Yan Changjiang: Faithful depiction of landscape is looked down on in literati terms, but when my friend reached the Taihang Mountains, he felt that Jing Hao, Dong Yuan, and their peers were working from life, in awe of nature. You cannot reduce them to "landscape"; they describe nature and merge with it. They seem to have little personal style, yet they tell us that something in the world absolutely commands reverence. Such painters are solemn and grave; the human figure stands upright. I often take that as philosophical activity. Literati painters are self-centered, playful; they too can hold deep philosophy, yet many feel Fu Baoshi should not strain for philosophical display. That philosophy is often taught, inherited, not from the heart. Among Chinese painters I can name Fu Baoshi and Li Keran as strong. A younger friend, Li Zhi, is also a photographer. Once he went to Huangshan, stayed a day or two, then suddenly drove more than a thousand kilometers to the Taihang range and began shooting in the south, producing personal series such as *Mountain Journey* and *Honggu Valley*. Simply put, I see a run from Southern Song toward Northern Song. Alone in the Taihang, Li Zhi uses photography to dialogue with Jing Hao. This exhibition interests me because I see two layers: my angle shifts. I am not looking at Guo Xi's Taihang figures. In these images we see "I." Li Bai again: "We gaze without tiring—only Mount Jingting"—only facing sublime nature. Luo Jie explained that "sublime" also has a side of struggle. In Fan Kuan's *Travelers among Mountains and Streams*, we feel not the highest or deepest, but solemnity. So my view is not only autobiography; it is also a specimen, mostly in photography.

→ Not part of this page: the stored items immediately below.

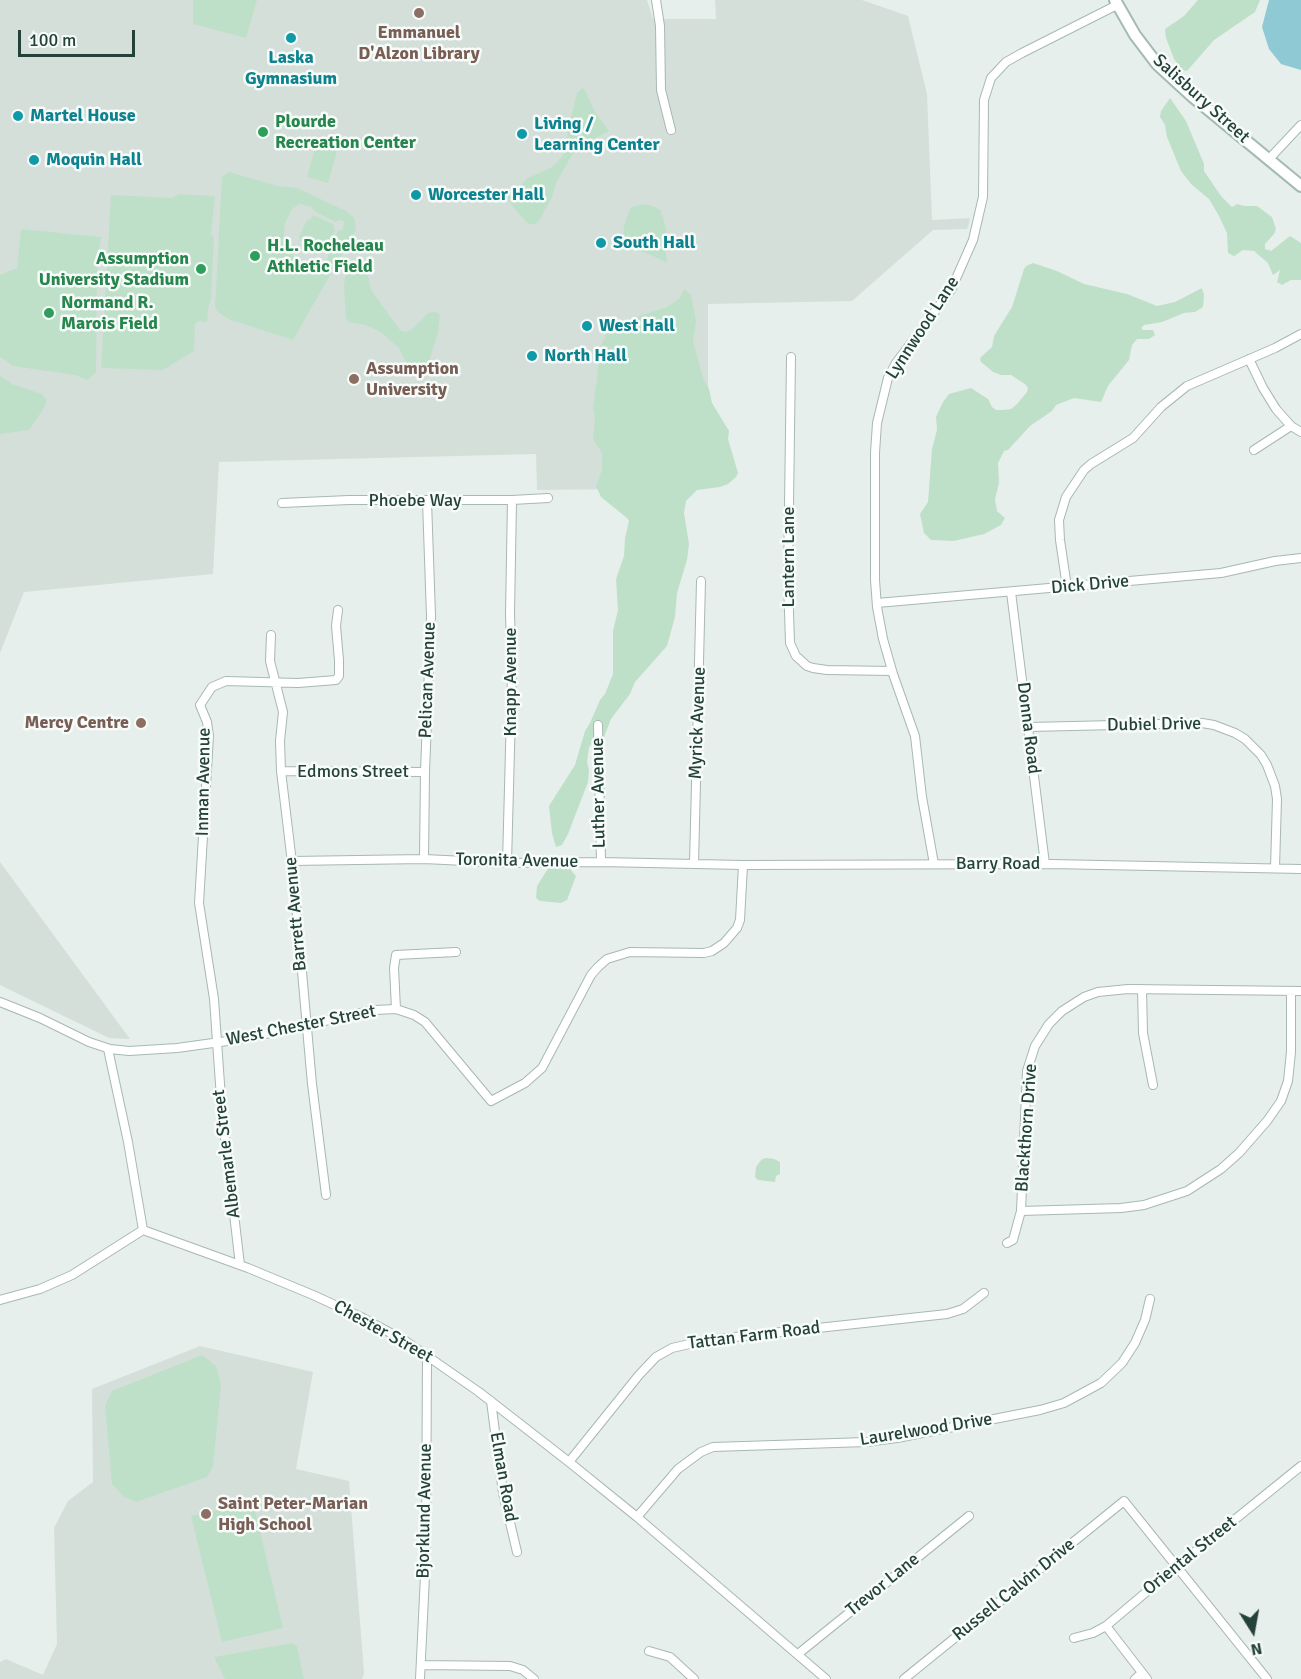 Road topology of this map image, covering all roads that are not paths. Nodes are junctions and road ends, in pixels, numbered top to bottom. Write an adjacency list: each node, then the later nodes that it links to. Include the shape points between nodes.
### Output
1 (656, 0): 4 (street, via 661,90)
2 (1116, 3): 5 (main road, Salisbury Street, via 1157,64); 21 (street, Lynnwood Lane, via 1006,62 991,78 984,100 982,197 973,240 951,290 888,378 877,423)
3 (1301, 125): 5 (street)
4 (671, 130)
5 (1269, 159): 6 (main road, Salisbury Street)
6 (1301, 186)
7 (1301, 334): 9 (street)
8 (791, 357): 24 (street, Lantern Lane, via 790,644 796,656 813,668)
9 (1249, 359): 10 (street, via 1267,396); 19 (street, via 1180,390 1133,438 1084,470 1066,497 1059,520)
10 (1291, 426): 11 (street); 12 (street)
11 (1301, 432)
12 (1254, 450)
13 (548, 498): 14 (street, Phoebe Way)
14 (512, 500): 15 (street, Phoebe Way); 33 (street, Knapp Avenue)
15 (427, 501): 16 (street, Phoebe Way); 29 (street, Pelican Avenue, via 431,604)
16 (282, 503)
17 (1301, 558): 19 (street, Dick Drive, via 1221,573)
18 (701, 581): 34 (street, Myrick Avenue)
19 (1067, 587): 20 (street, Dick Drive)
20 (1011, 592): 21 (street, Dick Drive); 27 (street, Donna Road)
21 (877, 603): 24 (street, Lynnwood Lane)
22 (338, 610): 25 (street, Inman Avenue, via 338,679)
23 (271, 635): 25 (street, Barrett Avenue, via 270,661)
24 (892, 671): 35 (street, Lynnwood Lane, via 915,736)
25 (276, 682): 28 (street, Barrett Avenue, via 283,712); 47 (street, Inman Avenue, via 221,682 209,689 200,705 209,736 199,903 214,999)
26 (598, 725): 32 (street, Luther Avenue)
27 (1029, 727): 36 (street, Donna Road); 38 (street, Dubiel Drive, via 1202,723 1235,733 1261,755 1275,786)
28 (281, 771): 29 (street, Edmons Street); 31 (street, Barrett Avenue)
29 (425, 772): 30 (street, Pelican Avenue)
30 (424, 860): 31 (street, Toronita Avenue); 33 (street, Toronita Avenue)
31 (292, 861): 46 (street, Barrett Avenue)
32 (601, 862): 33 (street, Toronita Avenue); 34 (street, Toronita Avenue)
33 (507, 863)
34 (694, 864): 37 (street, Toronita Avenue)
35 (934, 864): 36 (street, Barry Road); 37 (street, Barry Road)
36 (1045, 864): 38 (street, Barry Road)
37 (743, 865): 45 (street, West Chester Street, via 741,913 737,928 724,943 712,951 630,952 607,959 591,975 542,1068 525,1083 491,1101 425,1022)
38 (1275, 868): 39 (street, Barry Road)
39 (1301, 869)
40 (456, 952): 45 (street, via 396,956)
41 (1142, 989): 42 (street, Blackthorn Drive); 49 (street, via 1144,1043); 51 (street, Blackthorn Drive, via 1098,992 1079,1000 1056,1017 1035,1046 1028,1071)
42 (1292, 991): 43 (street, Blackthorn Drive); 51 (street, via 1291,1052 1281,1101 1221,1169 1187,1191 1144,1205)
43 (1301, 991)
44 (0, 1002): 48 (street)
45 (396, 1009): 46 (street, West Chester Street)
46 (306, 1026): 47 (street, West Chester Street); 50 (street, Barrett Avenue)
47 (216, 1043): 48 (street, West Chester Street, via 149,1050); 54 (street, Albemarle Street)
48 (108, 1049): 52 (street)
49 (1153, 1085)
50 (326, 1195)
51 (1021, 1211): 53 (street, Blackthorn Drive, via 1013,1240)
52 (143, 1230): 54 (street, Chester Street); 57 (street, via 72,1275)
53 (1007, 1243)
54 (240, 1265): 58 (street, Chester Street, via 361,1317)
55 (984, 1293): 60 (street, Tattan Farm Road, via 963,1309 948,1314 707,1340 672,1348 644,1370)
56 (1150, 1299): 63 (street, Laurelwood Drive, via 1145,1320 1122,1363 1101,1383 1064,1403 866,1442 713,1447 678,1469)
57 (0, 1300)
58 (427, 1356): 59 (street, Chester Street); 70 (street, Bjorklund Avenue, via 426,1555)
59 (491, 1401): 60 (street, Chester Street); 64 (street, Elman Road, via 503,1493)
60 (569, 1462): 63 (street, Chester Street)
61 (1301, 1466): 65 (street, Oriental Street)
62 (969, 1516): 69 (street, Trevor Lane)
63 (637, 1517): 69 (street, Chester Street)
64 (517, 1552)
65 (1176, 1566): 66 (street, Oriental Street); 76 (street, Russell Calvin Drive, via 1124,1502); 78 (street)
66 (1106, 1626): 67 (street, Oriental Street); 71 (street)
67 (1074, 1638)
68 (650, 1651): 74 (street, via 670,1657)
69 (798, 1654): 75 (street, Chester Street)
70 (420, 1665): 72 (street, Bjorklund Avenue); 73 (street, via 510,1666)
71 (1144, 1676): 77 (street)
72 (420, 1679)
73 (534, 1679)
74 (694, 1679)
75 (826, 1679)
76 (904, 1679)
77 (1135, 1679)
78 (1267, 1679)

God's Eye, Cold Face, Time Zero
Yan Changjiang: Put the above in contemporary terms and the Northern Song looks even more remarkable. In photography, there is a kind of landscape work—what I have called "cold face" for a decade—without expression, without discriminating mind. People with little artistic cultivation often say it merely copies the world; any amateur could do it. Very quiet, very plain. What I call "God's eye" also fits a Buddhist view: all beings equal, all things equal. *The Society of the Spectacle* has had huge influence; related art from German New Objectivity to the Bechers shows a real need now, especially in China. What is wider or deeper than "God's eye"? What artist is colder? Whoever reaches that state—spiritual creation ends there; breadth and depth end there. Look up and stop! What is time zero? Such work is solemn and still; it makes time vanish or collapse to a point. It is a great image of an instant—one might say the face of eternity. Laozi's "One," Shitao's "one stroke"—thinking of this I feel released. Zhuangzi too: freedom; this consciousness is like eternity in an instant. One form can hold a large logic. To speak of Laozi so highly makes sense; it raises the Chinese spirit. Beyond that, I do not know where the highest lies; it is hard to go further. I feel a restrained awe—not a personal demand, not brush-and-ink first, but law first. The soul feels reality. These two poles connect slowly; only existence itself can paint true deconstruction. These two points let landscape painting speak; through breath and rhythm it can run and speak.
That was their posture when they first faced the world—nothing more. Does Chinese painting at its height still have this awareness, this gift? Hard to say. Many evade the question. Those with true spirit in landscape painting should place themselves within contemporary art and reposition themselves—it will help.